United States District Court, S.D. Mississippi, Western Division

March 2, 2018

HENRY HINTON, JR. PLAINTIFF
v.
PIKE COUNTY, MISSISSIPPI; SHERIFF MARK SHEPPARD; CAPTAIN GLEN GREEN; and LIEUTENANT UNKNOWN SMITH DEFENDANTS

          ORDER ADOPTING REPORT AND RECOMMENDATION

          DAVID BRAMLETTE UNITED STATES DISTRICT JUDGE.

         This cause is before the Court on the Report and Recommendation of United States Magistrate Judge Michael T. Parker (docket entry 142), on the plaintiff Henry Hinton, Jr.'s Motion for Relief (docket entry 143), and on the plaintiff's Motion for Extension of Time to File Objections (docket entry 145). Having carefully considered the record in this case, the Report and Recommendation, and the plaintiff's subsequent motions, the Court finds as follows:

         This cause was originally filed by the plaintiff pursuant to 42 U.S.C. § 1983 on August 19, 2015. Following an Omnibus hearing, numerous motions by plaintiff and defendants, and several rulings by Magistrate Judge Parker and this Court, an evidentiary hearing was held on January 29, 2018, and Magistrate Judge Parker entered his Report and Recommendation on February 9, 2018, pursuant to 28 U.S.C. § 636(b)(1)(B) and Federal Rule of Civil Procedure 72(b). The Report and Recommendation advised plaintiff Hinton that he could file written objections to the Report and Recommendation within 14 days after being served a copy of same. On February 14, 2018, Hinton filed his Motion for Relief, which the Court treats as his written objections. Subsequently, on February 26, 2018, Hinton filed a Motion for Extension of Time to File Objections. Because this motion contains additional objections, the Court treats the Motion for Relief and Motion for Extension of Time collectively as Hinton's written objections. Insofar as Hinton's Motion for Extension of Time seeks additional time to file a third set of objections, it is denied.

         When a party objects to a Report and Recommendation, this Court is required to “make a de novo determination of those portions of the report or specified proposed findings or recommendations to which objection is made.” 28 U.S.C. § 636(b)(1). See also Longmire v. Gust, 921 F.2d 620, 623 (5th Cir. 1991)(a party is “entitled to a de novo review by an Article III Judge as to those issues to which an objection is made.”). Such review means that this Court will examine the entire record and will make an independent assessment of the law. The Court is not required, however, to reiterate the findings and conclusions of the Magistrate Judge, Koetting v. Thompson, 995 F.2d 37, 40 (5th Cir. 1993), nor need it consider objections that are frivolous, conclusive or general in nature. Battle v. United States Parole Commission, 834 F.2d 419, 421 (5th Cir. 1997). No factual objection is raised when a petitioner merely re-urges arguments contained in the original petition. Edmond v. Collins, 8 F.3d 290, 293 (5th Cir. 1993).

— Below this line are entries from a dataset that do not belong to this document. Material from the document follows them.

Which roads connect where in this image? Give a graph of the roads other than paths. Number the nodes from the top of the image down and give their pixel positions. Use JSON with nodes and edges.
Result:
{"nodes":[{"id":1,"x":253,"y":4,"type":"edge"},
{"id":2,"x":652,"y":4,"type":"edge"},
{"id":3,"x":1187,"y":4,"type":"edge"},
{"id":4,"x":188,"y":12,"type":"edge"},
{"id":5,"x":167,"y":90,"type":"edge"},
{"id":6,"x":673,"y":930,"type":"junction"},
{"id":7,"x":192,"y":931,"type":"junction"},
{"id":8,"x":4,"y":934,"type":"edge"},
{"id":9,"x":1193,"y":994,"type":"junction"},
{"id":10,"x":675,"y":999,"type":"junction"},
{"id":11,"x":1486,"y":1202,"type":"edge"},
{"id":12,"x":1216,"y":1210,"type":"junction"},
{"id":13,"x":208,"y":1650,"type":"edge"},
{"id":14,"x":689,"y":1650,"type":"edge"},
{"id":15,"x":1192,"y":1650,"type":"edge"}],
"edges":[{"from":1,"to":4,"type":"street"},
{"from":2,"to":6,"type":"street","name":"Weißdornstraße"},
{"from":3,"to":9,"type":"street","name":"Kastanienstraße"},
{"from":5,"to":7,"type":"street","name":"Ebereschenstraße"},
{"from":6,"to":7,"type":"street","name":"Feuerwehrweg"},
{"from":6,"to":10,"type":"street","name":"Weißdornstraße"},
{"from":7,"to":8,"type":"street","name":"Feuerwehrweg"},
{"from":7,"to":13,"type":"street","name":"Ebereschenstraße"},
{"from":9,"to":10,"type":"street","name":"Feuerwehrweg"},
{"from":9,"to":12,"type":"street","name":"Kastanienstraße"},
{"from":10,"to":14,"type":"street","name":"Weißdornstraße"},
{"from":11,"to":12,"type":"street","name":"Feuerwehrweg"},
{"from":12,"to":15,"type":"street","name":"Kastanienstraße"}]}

         The plaintiff's lawsuit arises from events which took place while he was incarcerated at the Pike County Jail. According to the plaintiff, he entered the jail on June 30, 2014, and was transferred to a Mississippi Department of Corrections facility on November 24, 2015. The plaintiff asserts three claims in this action: (1) a denial of access to court claim against defendant Sheppard; (2) a conditions of confinement claim against defendants Sheppard, Green, and Smith; and (3) a failure to protect claim against defendant Sheppard. The plaintiff seeks compensatory and punitive damages from the defendants.

         The plaintiff alleges in his denial of access to court claim that he lost a forfeiture hearing in state court and missed his opportunity to appeal the forfeiture ruling because he did not have access to a law library or other legal assistance while housed in the Pike County Jail. At his evidentiary hearing, Hinton testified that he was arrested on June 30, 2014, and at the time of his arrest, police officers seized $7, 746.00. The plaintiff testified that the money was discovered in a backpack along with marijuana. He further testified that he was charged with intent to distribute controlled substances and the prosecution pressured him to enter a guilty plea. He also testified that he dismissed his first two public defenders because they recommended that he enter a guilty plea. On October 5, 2015, after the plaintiff was appointed a third public defender, he entered an Alford plea. At his hearing before Magistrate Judge Parker, he submitted into evidence a transcript of his plea hearing.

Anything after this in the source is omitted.